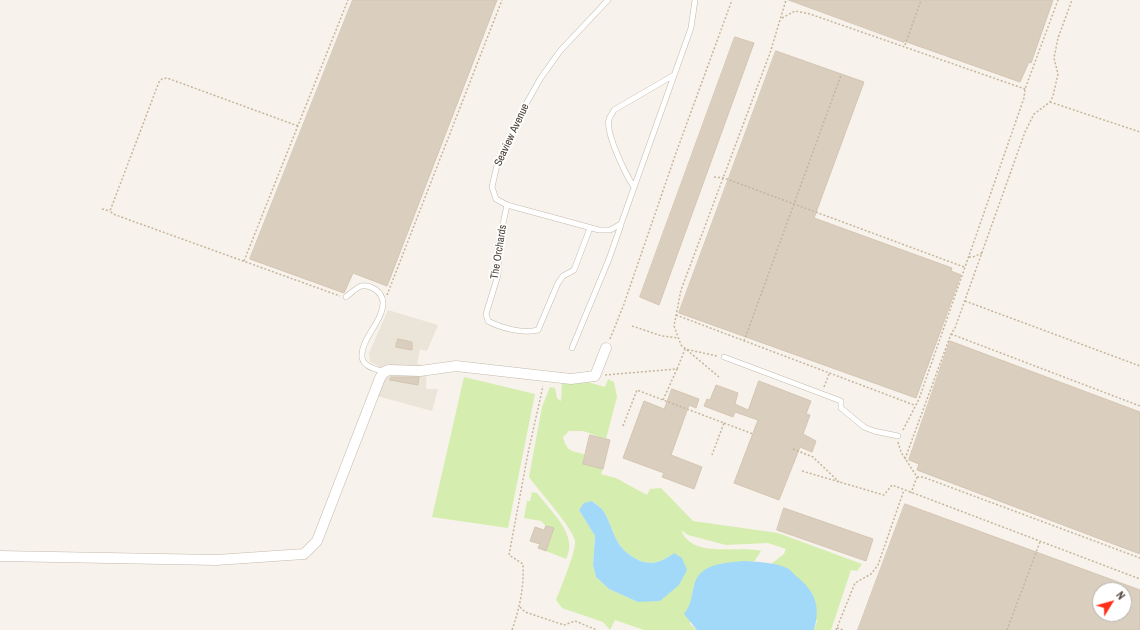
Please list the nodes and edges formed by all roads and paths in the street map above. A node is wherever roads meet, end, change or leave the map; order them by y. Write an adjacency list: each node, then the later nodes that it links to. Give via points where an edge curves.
1 (348, 0): 16 (path)
2 (502, 0): 33 (path)
3 (608, 0): 22 (lane, Seaview Avenue, via 560,51 525,106 497,165 492,186 496,199)
4 (695, 0): 12 (lane, via 691,28)
5 (732, 0): 40 (path)
6 (786, 0): 10 (path)
7 (921, 0): 11 (path)
8 (1058, 0): 14 (path)
9 (1072, 0): 15 (path, via 1054,58 1058,74 1057,85)
10 (780, 20): 11 (path, via 789,13 802,12); 19 (path)
11 (905, 46): 14 (path)
12 (674, 75): 20 (lane); 20 (lane, via 614,110 609,119 610,132 619,158)
13 (842, 75): 21 (path)
14 (1025, 89): 28 (path)
15 (1050, 102): 17 (path); 27 (path, via 1034,114 1029,122)
16 (298, 126): 24 (path, via 167,78 162,79); 29 (path)
17 (1140, 132)
18 (714, 177): 19 (path)
19 (724, 178): 21 (path); 34 (path, via 682,290)
20 (634, 187): 25 (lane)
21 (795, 204): 30 (path); 38 (path)
22 (507, 205): 26 (lane, Seaview Avenue); 26 (lane, The Orchards, via 499,243 498,274 486,314 488,321 496,326 530,332 538,330 558,283 563,276 574,270)
23 (102, 209): 24 (path)
24 (110, 211): 29 (path, via 120,217)
25 (621, 224): 26 (lane, Seaview Avenue, via 610,230); 39 (lane)
26 (590, 228)
27 (982, 253): 28 (path); 32 (path)
28 (969, 257): 30 (path)
29 (244, 261): 31 (path)
30 (965, 267): 52 (path)
31 (346, 297): 33 (lane, via 360,286 366,286 381,294)
32 (965, 301): 36 (path); 43 (path)
33 (383, 306): 45 (lane, via 362,357 369,367)
34 (676, 315): 37 (path, via 674,326); 38 (path)
35 (632, 326): 37 (path, via 662,336)
36 (951, 334): 53 (path); 60 (path)
37 (678, 338): 41 (path)
38 (744, 341): 46 (path)
39 (572, 348)
40 (606, 348): 48 (street)
41 (686, 349): 42 (path); 44 (path); 49 (path)
42 (724, 357): 50 (lane)
43 (1140, 366)
44 (677, 369): 48 (path); 51 (path)
45 (384, 372): 47 (street, via 456,366); 67 (street, via 317,541 304,554 216,560)
46 (829, 373): 50 (path); 52 (path)
47 (545, 376): 48 (street, via 571,379); 70 (path, via 509,555 523,564 524,585)
48 (595, 376)
49 (719, 377)
50 (822, 392): 57 (lane, via 841,401 841,408 864,427)
51 (663, 400): 54 (path); 55 (path, via 637,390)
52 (915, 405): 57 (path, via 905,428)
53 (1140, 406)
54 (724, 423): 56 (path); 59 (path)
55 (623, 426)
56 (753, 434)
57 (898, 436): 60 (path, via 898,445)
58 (793, 449): 63 (path, via 813,457)
59 (712, 455)
60 (905, 459): 62 (path)
61 (802, 471): 63 (path)
62 (916, 477): 65 (path); 68 (path, via 923,477)
63 (840, 482): 64 (path, via 884,495 892,486)
64 (904, 490): 65 (path); 71 (path, via 878,565 871,574 855,582)
65 (911, 493): 66 (path)
66 (1040, 541): 69 (path); 75 (path)
67 (0, 556)
68 (1140, 558)
69 (1140, 579)
70 (520, 607): 72 (path); 73 (path, via 525,612 564,625 574,621)
71 (836, 629): 74 (path)
72 (512, 630)
73 (598, 630)
74 (842, 630)
75 (1008, 630)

• • • • • • •

Only the pictures stay out; the rest of the entries above must be written out exactly.

Please list the nodes and edges formed by all roads and paths in the street map above. A node is wherever roads meet, end, change or leave the map; order them by y. Write an adjacency list: each node, then the later nodes that it links to. Give via points where an edge curves.
1 (348, 0): 16 (path)
2 (502, 0): 33 (path)
3 (608, 0): 22 (lane, Seaview Avenue, via 560,51 525,106 497,165 492,186 496,199)
4 (695, 0): 12 (lane, via 691,28)
5 (732, 0): 40 (path)
6 (786, 0): 10 (path)
7 (921, 0): 11 (path)
8 (1058, 0): 14 (path)
9 (1072, 0): 15 (path, via 1054,58 1058,74 1057,85)
10 (780, 20): 11 (path, via 789,13 802,12); 19 (path)
11 (905, 46): 14 (path)
12 (674, 75): 20 (lane); 20 (lane, via 614,110 609,119 610,132 619,158)
13 (842, 75): 21 (path)
14 (1025, 89): 28 (path)
15 (1050, 102): 17 (path); 27 (path, via 1034,114 1029,122)
16 (298, 126): 24 (path, via 167,78 162,79); 29 (path)
17 (1140, 132)
18 (714, 177): 19 (path)
19 (724, 178): 21 (path); 34 (path, via 682,290)
20 (634, 187): 25 (lane)
21 (795, 204): 30 (path); 38 (path)
22 (507, 205): 26 (lane, Seaview Avenue); 26 (lane, The Orchards, via 499,243 498,274 486,314 488,321 496,326 530,332 538,330 558,283 563,276 574,270)
23 (102, 209): 24 (path)
24 (110, 211): 29 (path, via 120,217)
25 (621, 224): 26 (lane, Seaview Avenue, via 610,230); 39 (lane)
26 (590, 228)
27 (982, 253): 28 (path); 32 (path)
28 (969, 257): 30 (path)
29 (244, 261): 31 (path)
30 (965, 267): 52 (path)
31 (346, 297): 33 (lane, via 360,286 366,286 381,294)
32 (965, 301): 36 (path); 43 (path)
33 (383, 306): 45 (lane, via 362,357 369,367)
34 (676, 315): 37 (path, via 674,326); 38 (path)
35 (632, 326): 37 (path, via 662,336)
36 (951, 334): 53 (path); 60 (path)
37 (678, 338): 41 (path)
38 (744, 341): 46 (path)
39 (572, 348)
40 (606, 348): 48 (street)
41 (686, 349): 42 (path); 44 (path); 49 (path)
42 (724, 357): 50 (lane)
43 (1140, 366)
44 (677, 369): 48 (path); 51 (path)
45 (384, 372): 47 (street, via 456,366); 67 (street, via 317,541 304,554 216,560)
46 (829, 373): 50 (path); 52 (path)
47 (545, 376): 48 (street, via 571,379); 70 (path, via 509,555 523,564 524,585)
48 (595, 376)
49 (719, 377)
50 (822, 392): 57 (lane, via 841,401 841,408 864,427)
51 (663, 400): 54 (path); 55 (path, via 637,390)
52 (915, 405): 57 (path, via 905,428)
53 (1140, 406)
54 (724, 423): 56 (path); 59 (path)
55 (623, 426)
56 (753, 434)
57 (898, 436): 60 (path, via 898,445)
58 (793, 449): 63 (path, via 813,457)
59 (712, 455)
60 (905, 459): 62 (path)
61 (802, 471): 63 (path)
62 (916, 477): 65 (path); 68 (path, via 923,477)
63 (840, 482): 64 (path, via 884,495 892,486)
64 (904, 490): 65 (path); 71 (path, via 878,565 871,574 855,582)
65 (911, 493): 66 (path)
66 (1040, 541): 69 (path); 75 (path)
67 (0, 556)
68 (1140, 558)
69 (1140, 579)
70 (520, 607): 72 (path); 73 (path, via 525,612 564,625 574,621)
71 (836, 629): 74 (path)
72 (512, 630)
73 (598, 630)
74 (842, 630)
75 (1008, 630)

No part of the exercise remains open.